Go through the records and copy each line where the string "Office" occurs.

==================================================

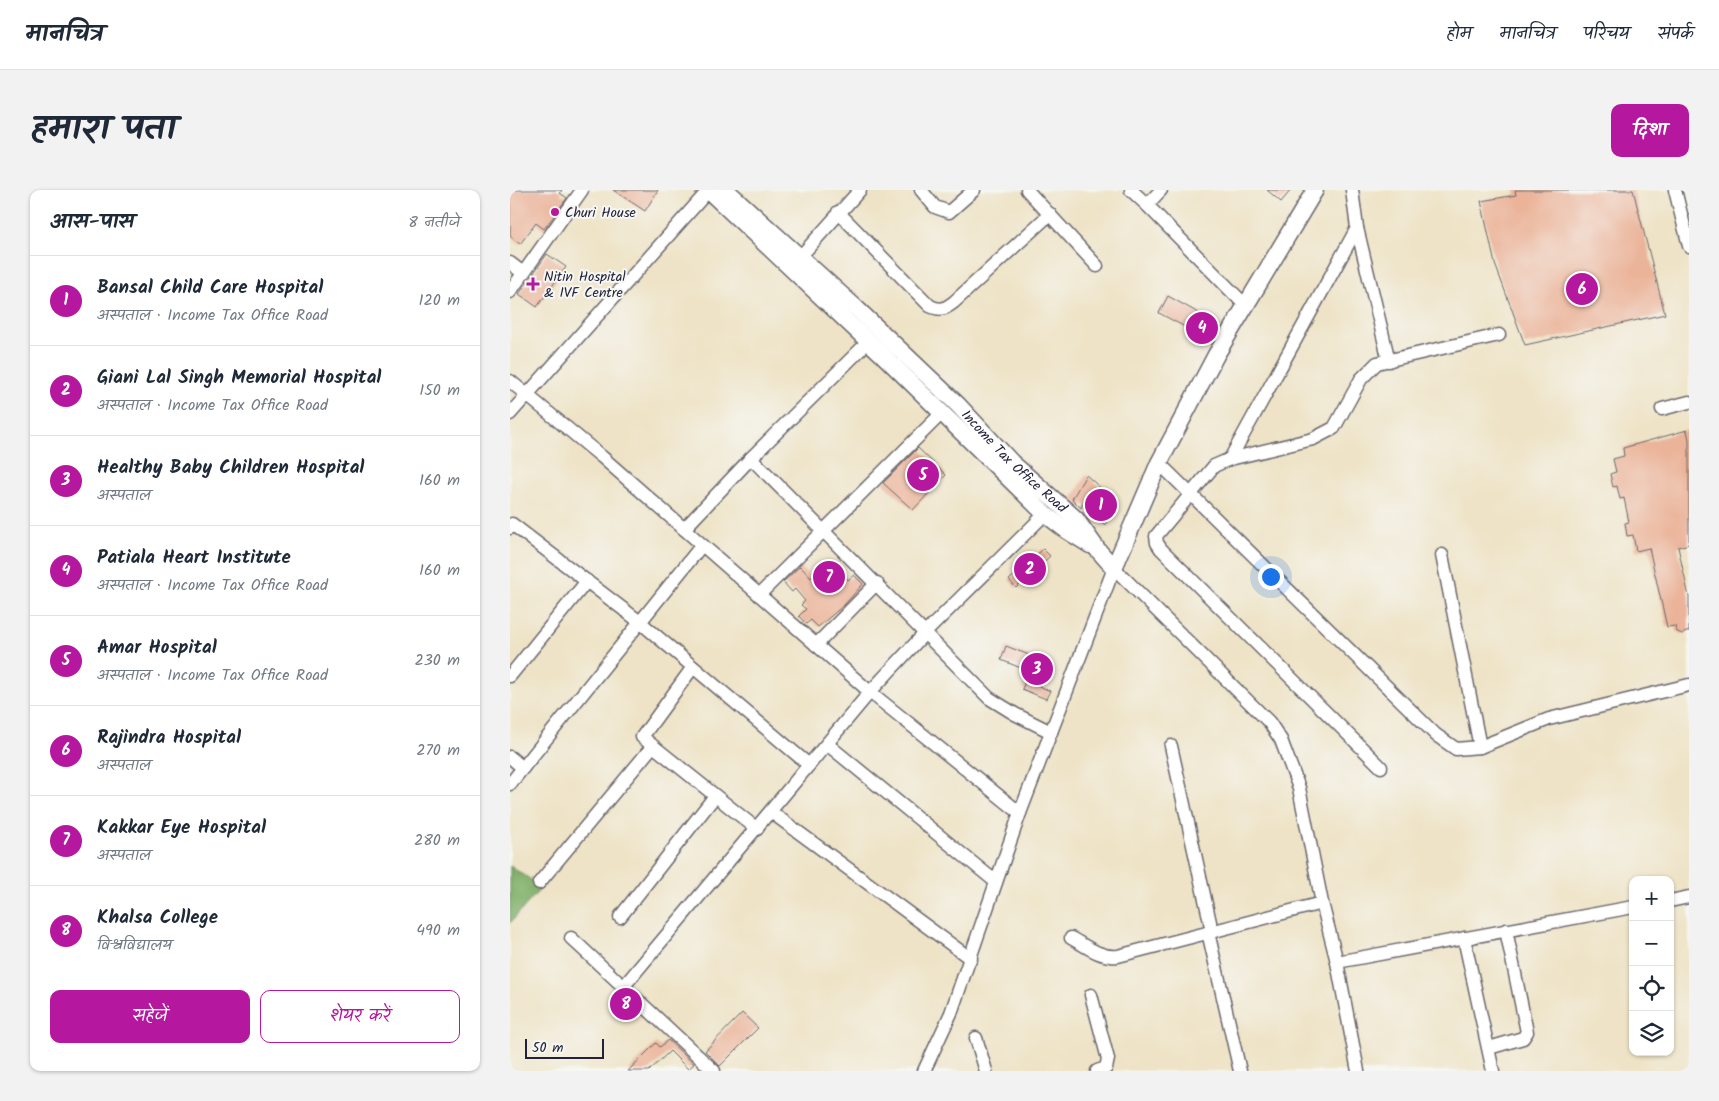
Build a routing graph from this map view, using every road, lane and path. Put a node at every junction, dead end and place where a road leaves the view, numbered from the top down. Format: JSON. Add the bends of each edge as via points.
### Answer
{"nodes":[{"id":1,"x":582,"y":190,"type":"edge"},
{"id":2,"x":708,"y":190,"type":"edge"},
{"id":3,"x":860,"y":190,"type":"edge"},
{"id":4,"x":921,"y":190,"type":"edge"},
{"id":5,"x":974,"y":190,"type":"edge"},
{"id":6,"x":1027,"y":190,"type":"edge"},
{"id":7,"x":1131,"y":190,"type":"edge"},
{"id":8,"x":1161,"y":190,"type":"edge"},
{"id":9,"x":1315,"y":190,"type":"edge"},
{"id":10,"x":1352,"y":190,"type":"edge"},
{"id":11,"x":1674,"y":190,"type":"edge"},
{"id":12,"x":728,"y":191,"type":"edge"},
{"id":13,"x":1147,"y":205,"type":"junction"},
{"id":14,"x":838,"y":212,"type":"junction"},
{"id":15,"x":1050,"y":214,"type":"junction"},
{"id":16,"x":749,"y":219,"type":"junction"},
{"id":17,"x":1357,"y":228,"type":"junction"},
{"id":18,"x":1689,"y":246,"type":"edge"},
{"id":19,"x":799,"y":258,"type":"junction"},
{"id":20,"x":510,"y":263,"type":"edge"},
{"id":21,"x":1098,"y":266,"type":"dead end"},
{"id":22,"x":523,"y":273,"type":"junction"},
{"id":23,"x":510,"y":292,"type":"edge"},
{"id":24,"x":1246,"y":305,"type":"junction"},
{"id":25,"x":1498,"y":335,"type":"dead end"},
{"id":26,"x":868,"y":342,"type":"junction"},
{"id":27,"x":1389,"y":361,"type":"junction"},
{"id":28,"x":510,"y":381,"type":"edge"},
{"id":29,"x":527,"y":395,"type":"junction"},
{"id":30,"x":1689,"y":402,"type":"edge"},
{"id":31,"x":1662,"y":409,"type":"dead end"},
{"id":32,"x":510,"y":414,"type":"edge"},
{"id":33,"x":941,"y":414,"type":"junction"},
{"id":34,"x":751,"y":458,"type":"junction"},
{"id":35,"x":1230,"y":459,"type":"junction"},
{"id":36,"x":1159,"y":463,"type":"junction"},
{"id":37,"x":1190,"y":493,"type":"junction"},
{"id":38,"x":1045,"y":514,"type":"junction"},
{"id":39,"x":511,"y":525,"type":"edge"},
{"id":40,"x":684,"y":529,"type":"junction"},
{"id":41,"x":824,"y":531,"type":"junction"},
{"id":42,"x":702,"y":545,"type":"junction"},
{"id":43,"x":1097,"y":549,"type":"junction"},
{"id":44,"x":1442,"y":555,"type":"dead end"},
{"id":45,"x":1114,"y":568,"type":"junction"},
{"id":46,"x":587,"y":582,"type":"junction"},
{"id":47,"x":877,"y":584,"type":"junction"},
{"id":48,"x":759,"y":595,"type":"junction"},
{"id":49,"x":640,"y":622,"type":"junction"},
{"id":50,"x":926,"y":632,"type":"junction"},
{"id":51,"x":816,"y":645,"type":"junction"},
{"id":52,"x":693,"y":667,"type":"junction"},
{"id":53,"x":510,"y":676,"type":"edge"},
{"id":54,"x":1689,"y":685,"type":"edge"},
{"id":55,"x":870,"y":692,"type":"junction"},
{"id":56,"x":1051,"y":732,"type":"junction"},
{"id":57,"x":827,"y":744,"type":"junction"},
{"id":58,"x":1171,"y":746,"type":"dead end"},
{"id":59,"x":652,"y":747,"type":"junction"},
{"id":60,"x":1480,"y":747,"type":"junction"},
{"id":61,"x":510,"y":757,"type":"edge"},
{"id":62,"x":809,"y":765,"type":"junction"},
{"id":63,"x":1381,"y":767,"type":"dead end"},
{"id":64,"x":523,"y":768,"type":"junction"},
{"id":65,"x":510,"y":783,"type":"edge"},
{"id":66,"x":715,"y":796,"type":"junction"},
{"id":67,"x":771,"y":812,"type":"junction"},
{"id":68,"x":1020,"y":813,"type":"junction"},
{"id":69,"x":757,"y":828,"type":"junction"},
{"id":70,"x":996,"y":882,"type":"junction"},
{"id":71,"x":539,"y":883,"type":"dead end"},
{"id":72,"x":1689,"y":897,"type":"edge"},
{"id":73,"x":1674,"y":899,"type":"edge"},
{"id":74,"x":1322,"y":903,"type":"junction"},
{"id":75,"x":1629,"y":908,"type":"edge"},
{"id":76,"x":620,"y":917,"type":"dead end"},
{"id":77,"x":1506,"y":930,"type":"junction"},
{"id":78,"x":1210,"y":931,"type":"junction"},
{"id":79,"x":571,"y":938,"type":"dead end"},
{"id":80,"x":1070,"y":938,"type":"dead end"},
{"id":81,"x":1464,"y":938,"type":"junction"},
{"id":82,"x":971,"y":959,"type":"junction"},
{"id":83,"x":1337,"y":962,"type":"junction"},
{"id":84,"x":624,"y":986,"type":"junction"},
{"id":85,"x":1091,"y":995,"type":"dead end"},
{"id":86,"x":976,"y":1038,"type":"dead end"},
{"id":87,"x":1489,"y":1048,"type":"junction"},
{"id":88,"x":714,"y":1071,"type":"edge"},
{"id":89,"x":924,"y":1071,"type":"edge"},
{"id":90,"x":986,"y":1071,"type":"edge"},
{"id":91,"x":1097,"y":1071,"type":"edge"},
{"id":92,"x":1240,"y":1071,"type":"edge"},
{"id":93,"x":1358,"y":1071,"type":"edge"},
{"id":94,"x":1493,"y":1071,"type":"edge"}],
"edges":[{"from":1,"to":22,"type":"street"},
{"from":2,"to":16,"type":"main road"},
{"from":2,"to":29,"type":"street"},
{"from":3,"to":14,"type":"street"},
{"from":4,"to":5,"type":"street","via":[[934,207],[949,212]]},
{"from":6,"to":15,"type":"street"},
{"from":7,"to":13,"type":"street"},
{"from":8,"to":13,"type":"street"},
{"from":9,"to":24,"type":"main road"},
{"from":10,"to":17,"type":"street"},
{"from":11,"to":18,"type":"street"},
{"from":12,"to":16,"type":"main road","name":"Income Tax Office Road"},
{"from":13,"to":24,"type":"street"},
{"from":14,"to":15,"type":"street","via":[[930,306],[938,310],[954,302]]},
{"from":14,"to":19,"type":"street"},
{"from":15,"to":21,"type":"street"},
{"from":16,"to":19,"type":"main road","name":"Income Tax Office Road"},
{"from":16,"to":26,"type":"main road"},
{"from":17,"to":27,"type":"street"},
{"from":17,"to":35,"type":"street"},
{"from":19,"to":43,"type":"main road","name":"Income Tax Office Road","via":[[856,308],[958,405],[1012,463],[1076,520]]},
{"from":20,"to":22,"type":"street"},
{"from":22,"to":23,"type":"street"},
{"from":24,"to":36,"type":"main road"},
{"from":25,"to":27,"type":"street"},
{"from":26,"to":33,"type":"main road"},
{"from":26,"to":34,"type":"street"},
{"from":27,"to":35,"type":"street","via":[[1377,363],[1361,379],[1330,432]]},
{"from":28,"to":29,"type":"street"},
{"from":29,"to":32,"type":"street"},
{"from":29,"to":40,"type":"street"},
{"from":30,"to":31,"type":"street"},
{"from":33,"to":38,"type":"main road"},
{"from":33,"to":41,"type":"street"},
{"from":34,"to":40,"type":"street"},
{"from":34,"to":41,"type":"street"},
{"from":35,"to":37,"type":"street","via":[[1214,466]]},
{"from":36,"to":37,"type":"street"},
{"from":36,"to":45,"type":"main road"},
{"from":37,"to":60,"type":"street","via":[[1436,735],[1456,749]]},
{"from":37,"to":63,"type":"street","via":[[1158,531],[1157,543]]},
{"from":38,"to":43,"type":"main road"},
{"from":38,"to":50,"type":"street"},
{"from":39,"to":46,"type":"street"},
{"from":40,"to":42,"type":"street"},
{"from":41,"to":47,"type":"street"},
{"from":41,"to":48,"type":"street"},
{"from":42,"to":48,"type":"street"},
{"from":42,"to":49,"type":"street"},
{"from":43,"to":45,"type":"main road","name":"Income Tax Office Road"},
{"from":44,"to":60,"type":"street"},
{"from":45,"to":56,"type":"street"},
{"from":45,"to":74,"type":"street","via":[[1269,722],[1282,740],[1299,788]]},
{"from":46,"to":49,"type":"street"},
{"from":46,"to":53,"type":"street"},
{"from":47,"to":50,"type":"street"},
{"from":47,"to":51,"type":"street"},
{"from":48,"to":51,"type":"street"},
{"from":49,"to":52,"type":"street"},
{"from":49,"to":64,"type":"street"},
{"from":50,"to":55,"type":"street"},
{"from":50,"to":56,"type":"street","via":[[989,698]]},
{"from":51,"to":55,"type":"street"},
{"from":52,"to":59,"type":"street","via":[[643,734],[643,740]]},
{"from":52,"to":62,"type":"street"},
{"from":54,"to":60,"type":"street","via":[[1549,719]]},
{"from":55,"to":57,"type":"street"},
{"from":55,"to":68,"type":"street"},
{"from":56,"to":68,"type":"street"},
{"from":57,"to":62,"type":"street"},
{"from":57,"to":70,"type":"street"},
{"from":58,"to":78,"type":"street"},
{"from":59,"to":66,"type":"street"},
{"from":59,"to":71,"type":"street"},
{"from":61,"to":64,"type":"street"},
{"from":62,"to":67,"type":"street"},
{"from":64,"to":65,"type":"street"},
{"from":66,"to":69,"type":"street"},
{"from":66,"to":76,"type":"street"},
{"from":67,"to":69,"type":"street"},
{"from":67,"to":82,"type":"street"},
{"from":68,"to":70,"type":"street"},
{"from":69,"to":84,"type":"street"},
{"from":70,"to":82,"type":"street"},
{"from":72,"to":73,"type":"street"},
{"from":74,"to":78,"type":"street"},
{"from":74,"to":83,"type":"street"},
{"from":75,"to":77,"type":"street"},
{"from":77,"to":81,"type":"street"},
{"from":77,"to":87,"type":"street","via":[[1527,1032],[1523,1038]]},
{"from":78,"to":80,"type":"street","via":[[1109,957]]},
{"from":78,"to":92,"type":"street"},
{"from":79,"to":84,"type":"street"},
{"from":81,"to":83,"type":"street"},
{"from":81,"to":87,"type":"street"},
{"from":82,"to":89,"type":"street"},
{"from":83,"to":93,"type":"street"},
{"from":84,"to":88,"type":"street"},
{"from":85,"to":91,"type":"street","via":[[1108,1059],[1106,1068]]},
{"from":86,"to":90,"type":"street"},
{"from":87,"to":94,"type":"street"}]}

==================================================

- Solved exercise -
{"from":12,"to":16,"type":"main road","name":"Income Tax Office Road"},
{"from":16,"to":19,"type":"main road","name":"Income Tax Office Road"},
{"from":19,"to":43,"type":"main road","name":"Income Tax Office Road","via":[[856,308],[958,405],[1012,463],[1076,520]]},
{"from":43,"to":45,"type":"main road","name":"Income Tax Office Road"},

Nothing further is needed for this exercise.